There is a difference between setting up yet another ‘meeting place for pet owners,’ or a network for people who work-out, or a ‘MySpace for old folks’, and waiting for them to arrive, versus using social tools to connect people who already share a common interest or real-world relationship.
You could make even more of a distinction between social networks that help you do something or achieve a certain goal, like LinkedIn or Flickr, and networks that are just a social connection. Facebook also likes to consider itself a tool, putting it in the same category as LinkedIn, but making a site so functional may have the side effect of making it hard to monetize. LinkedIn and Xing, on the other hand, generate significant revenue from people who are used to paying for business expenses, though they’re both still hoping to gain better financial stability.
So here’s the beginnings of a taxonomy of social networks: blank slate (e.g. MySpace), target audience (e.g. any of the many SNs for mommies), existing interest (e.g. Flixster), existing community (e.g. local soccer league website), and purpose-driven tool (e.g. LinkedIn). Which of these could have the most opportunity?

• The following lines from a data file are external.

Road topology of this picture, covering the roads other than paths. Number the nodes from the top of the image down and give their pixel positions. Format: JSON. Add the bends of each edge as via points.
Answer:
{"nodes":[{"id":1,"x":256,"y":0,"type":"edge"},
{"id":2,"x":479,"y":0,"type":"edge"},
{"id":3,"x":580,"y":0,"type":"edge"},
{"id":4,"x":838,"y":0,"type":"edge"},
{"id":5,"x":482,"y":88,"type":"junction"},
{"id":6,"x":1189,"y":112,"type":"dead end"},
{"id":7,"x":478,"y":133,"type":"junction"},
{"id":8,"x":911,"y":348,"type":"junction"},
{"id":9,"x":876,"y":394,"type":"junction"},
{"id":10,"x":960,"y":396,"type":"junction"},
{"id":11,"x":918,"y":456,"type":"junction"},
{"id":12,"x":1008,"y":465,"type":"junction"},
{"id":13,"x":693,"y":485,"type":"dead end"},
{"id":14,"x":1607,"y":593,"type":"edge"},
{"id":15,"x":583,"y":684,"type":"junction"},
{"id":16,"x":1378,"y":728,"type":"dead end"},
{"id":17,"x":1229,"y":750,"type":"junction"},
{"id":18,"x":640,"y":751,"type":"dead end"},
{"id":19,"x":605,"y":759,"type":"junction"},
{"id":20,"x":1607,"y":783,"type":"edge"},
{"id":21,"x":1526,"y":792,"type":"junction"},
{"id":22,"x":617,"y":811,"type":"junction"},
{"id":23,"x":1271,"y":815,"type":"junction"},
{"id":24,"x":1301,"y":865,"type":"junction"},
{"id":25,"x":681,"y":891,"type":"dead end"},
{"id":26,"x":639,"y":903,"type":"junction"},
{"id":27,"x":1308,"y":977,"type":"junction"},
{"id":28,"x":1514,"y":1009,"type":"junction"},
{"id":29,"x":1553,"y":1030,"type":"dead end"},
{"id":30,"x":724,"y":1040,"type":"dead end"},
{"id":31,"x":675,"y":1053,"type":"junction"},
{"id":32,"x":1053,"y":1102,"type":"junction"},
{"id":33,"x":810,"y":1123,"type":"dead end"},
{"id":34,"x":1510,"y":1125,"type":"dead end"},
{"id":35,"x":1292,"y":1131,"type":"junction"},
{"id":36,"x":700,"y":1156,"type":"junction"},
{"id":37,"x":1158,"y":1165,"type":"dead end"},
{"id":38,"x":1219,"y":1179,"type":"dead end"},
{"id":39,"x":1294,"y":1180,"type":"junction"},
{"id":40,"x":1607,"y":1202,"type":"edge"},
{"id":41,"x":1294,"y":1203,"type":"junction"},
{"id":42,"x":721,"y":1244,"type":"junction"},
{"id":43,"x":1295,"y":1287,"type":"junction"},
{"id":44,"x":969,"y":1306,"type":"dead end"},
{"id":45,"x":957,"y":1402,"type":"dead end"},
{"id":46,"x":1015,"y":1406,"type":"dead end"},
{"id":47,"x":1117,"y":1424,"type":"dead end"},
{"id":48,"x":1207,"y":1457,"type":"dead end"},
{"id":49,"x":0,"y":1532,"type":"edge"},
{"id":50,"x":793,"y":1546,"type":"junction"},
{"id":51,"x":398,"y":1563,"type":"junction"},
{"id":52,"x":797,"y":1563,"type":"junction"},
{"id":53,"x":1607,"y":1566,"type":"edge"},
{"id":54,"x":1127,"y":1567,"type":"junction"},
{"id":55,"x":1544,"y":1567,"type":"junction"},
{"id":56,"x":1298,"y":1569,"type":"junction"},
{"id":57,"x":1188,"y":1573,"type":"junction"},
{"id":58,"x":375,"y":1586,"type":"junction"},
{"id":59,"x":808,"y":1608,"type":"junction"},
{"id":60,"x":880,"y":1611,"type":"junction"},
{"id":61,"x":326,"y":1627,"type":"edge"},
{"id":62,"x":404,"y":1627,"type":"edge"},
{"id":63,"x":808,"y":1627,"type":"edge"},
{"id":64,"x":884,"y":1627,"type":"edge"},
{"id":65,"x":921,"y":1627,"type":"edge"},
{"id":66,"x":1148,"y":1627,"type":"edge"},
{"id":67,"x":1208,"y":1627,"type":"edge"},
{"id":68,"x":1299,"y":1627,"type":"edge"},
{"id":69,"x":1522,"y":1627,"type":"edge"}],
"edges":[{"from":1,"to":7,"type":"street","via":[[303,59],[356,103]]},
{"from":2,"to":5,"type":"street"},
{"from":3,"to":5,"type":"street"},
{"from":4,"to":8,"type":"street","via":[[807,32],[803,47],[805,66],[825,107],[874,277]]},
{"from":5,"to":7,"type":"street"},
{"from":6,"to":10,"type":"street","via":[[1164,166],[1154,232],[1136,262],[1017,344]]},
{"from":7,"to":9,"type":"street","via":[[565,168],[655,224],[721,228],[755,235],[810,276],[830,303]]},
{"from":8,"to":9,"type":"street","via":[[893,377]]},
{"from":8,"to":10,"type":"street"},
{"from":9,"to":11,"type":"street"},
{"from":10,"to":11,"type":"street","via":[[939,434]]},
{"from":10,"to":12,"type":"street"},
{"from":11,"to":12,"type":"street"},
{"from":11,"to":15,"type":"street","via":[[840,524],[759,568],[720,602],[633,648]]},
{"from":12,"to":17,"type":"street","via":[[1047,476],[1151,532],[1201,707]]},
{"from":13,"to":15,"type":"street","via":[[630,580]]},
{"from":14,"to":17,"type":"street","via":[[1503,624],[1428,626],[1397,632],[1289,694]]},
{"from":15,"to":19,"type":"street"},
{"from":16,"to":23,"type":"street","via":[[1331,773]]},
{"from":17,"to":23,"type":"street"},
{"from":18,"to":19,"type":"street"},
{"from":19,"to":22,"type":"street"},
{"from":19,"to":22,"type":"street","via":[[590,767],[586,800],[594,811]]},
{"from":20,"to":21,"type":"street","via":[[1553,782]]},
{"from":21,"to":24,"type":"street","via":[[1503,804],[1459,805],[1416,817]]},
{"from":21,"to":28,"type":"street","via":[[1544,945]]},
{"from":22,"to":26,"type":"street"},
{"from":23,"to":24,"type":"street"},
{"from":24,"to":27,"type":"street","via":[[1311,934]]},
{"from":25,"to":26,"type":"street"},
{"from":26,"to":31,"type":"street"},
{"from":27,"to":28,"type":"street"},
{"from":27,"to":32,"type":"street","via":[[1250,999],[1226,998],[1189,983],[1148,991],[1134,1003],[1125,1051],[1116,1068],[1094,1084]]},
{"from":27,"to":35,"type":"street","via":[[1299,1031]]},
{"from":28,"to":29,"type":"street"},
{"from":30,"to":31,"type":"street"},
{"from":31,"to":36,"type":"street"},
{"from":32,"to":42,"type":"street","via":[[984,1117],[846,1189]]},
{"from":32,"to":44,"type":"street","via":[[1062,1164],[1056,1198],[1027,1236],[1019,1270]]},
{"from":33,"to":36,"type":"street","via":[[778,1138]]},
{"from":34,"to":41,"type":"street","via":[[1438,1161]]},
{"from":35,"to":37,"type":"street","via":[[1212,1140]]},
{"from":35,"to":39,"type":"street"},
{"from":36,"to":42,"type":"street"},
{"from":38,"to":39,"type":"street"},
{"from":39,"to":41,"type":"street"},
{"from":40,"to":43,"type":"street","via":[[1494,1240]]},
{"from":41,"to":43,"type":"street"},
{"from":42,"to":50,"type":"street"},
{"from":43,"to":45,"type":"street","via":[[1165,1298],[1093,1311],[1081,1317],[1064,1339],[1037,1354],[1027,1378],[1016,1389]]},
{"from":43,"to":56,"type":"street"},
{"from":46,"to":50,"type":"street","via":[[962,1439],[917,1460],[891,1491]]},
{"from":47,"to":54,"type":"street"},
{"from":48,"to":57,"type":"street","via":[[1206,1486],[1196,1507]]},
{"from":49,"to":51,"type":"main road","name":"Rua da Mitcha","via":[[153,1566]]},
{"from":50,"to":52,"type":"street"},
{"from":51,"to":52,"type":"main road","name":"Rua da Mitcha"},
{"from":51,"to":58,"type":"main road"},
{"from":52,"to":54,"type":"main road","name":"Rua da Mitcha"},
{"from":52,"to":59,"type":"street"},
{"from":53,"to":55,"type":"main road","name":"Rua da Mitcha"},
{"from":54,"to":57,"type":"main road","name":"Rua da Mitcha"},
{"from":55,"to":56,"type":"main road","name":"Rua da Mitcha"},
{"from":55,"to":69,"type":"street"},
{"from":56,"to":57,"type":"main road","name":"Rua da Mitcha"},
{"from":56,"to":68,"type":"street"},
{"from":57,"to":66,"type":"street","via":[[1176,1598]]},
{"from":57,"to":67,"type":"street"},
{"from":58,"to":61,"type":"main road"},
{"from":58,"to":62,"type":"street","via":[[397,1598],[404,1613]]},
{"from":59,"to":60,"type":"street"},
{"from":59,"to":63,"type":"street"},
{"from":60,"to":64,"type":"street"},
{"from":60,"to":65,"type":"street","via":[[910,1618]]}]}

Blank slates are pretty much over, though I would have said that before Bebo made its ascent.
Target audiences can reek too much of ad verticals. And once you start asking people to split their digital personas too much, you’re basically betting that they’re going to be willing to maintain multiple profiles on multiple networks.
Existing interests, I would say are a promising area, and existing communities as well. But this has to be extremely well-integrated into the activity — for instance last.fm participating silently in your music listening and there for you with up-to-the-minute stats whenever you’re there for it.
Everyone and their mother wants to build white-label social network to serve an existing interest or community these days, but most of the stuff I’ve tried using is pretty crappy. Marc Canter blogged about Om missing his contributor in the space, People Aggregator, as well as his competitors IBM, Five Across, KickApps, and CrowdFactory.
However, there’s clearly a market for these companies, even if it’s coming from Cisco (Cisco?!). As for a market for their products? Well, Yahoo Groups is clearly due for a dethroning.
As for social tools, these taxonomy categories are awfully close, and this could verge into my ideas of target audiences and interests a bit. However, there’s a difference between a place to hang out for X kind of people, and a place to get X done. Like I said above, social tools like LinkedIn and Facebook have had varying levels of financial success, but I have to think becoming an integral part of getting stuff done could be made into a business.
So can all these options coexist? One of the commenters on Om’s post brings up the very valid point of identity management. Some form of integration between the proliferating places to maintain your digital self is clearly due — and perhaps an opportunity for yet another kind of company.
By all means, feel free to chime in if you think I’ve got it wrong.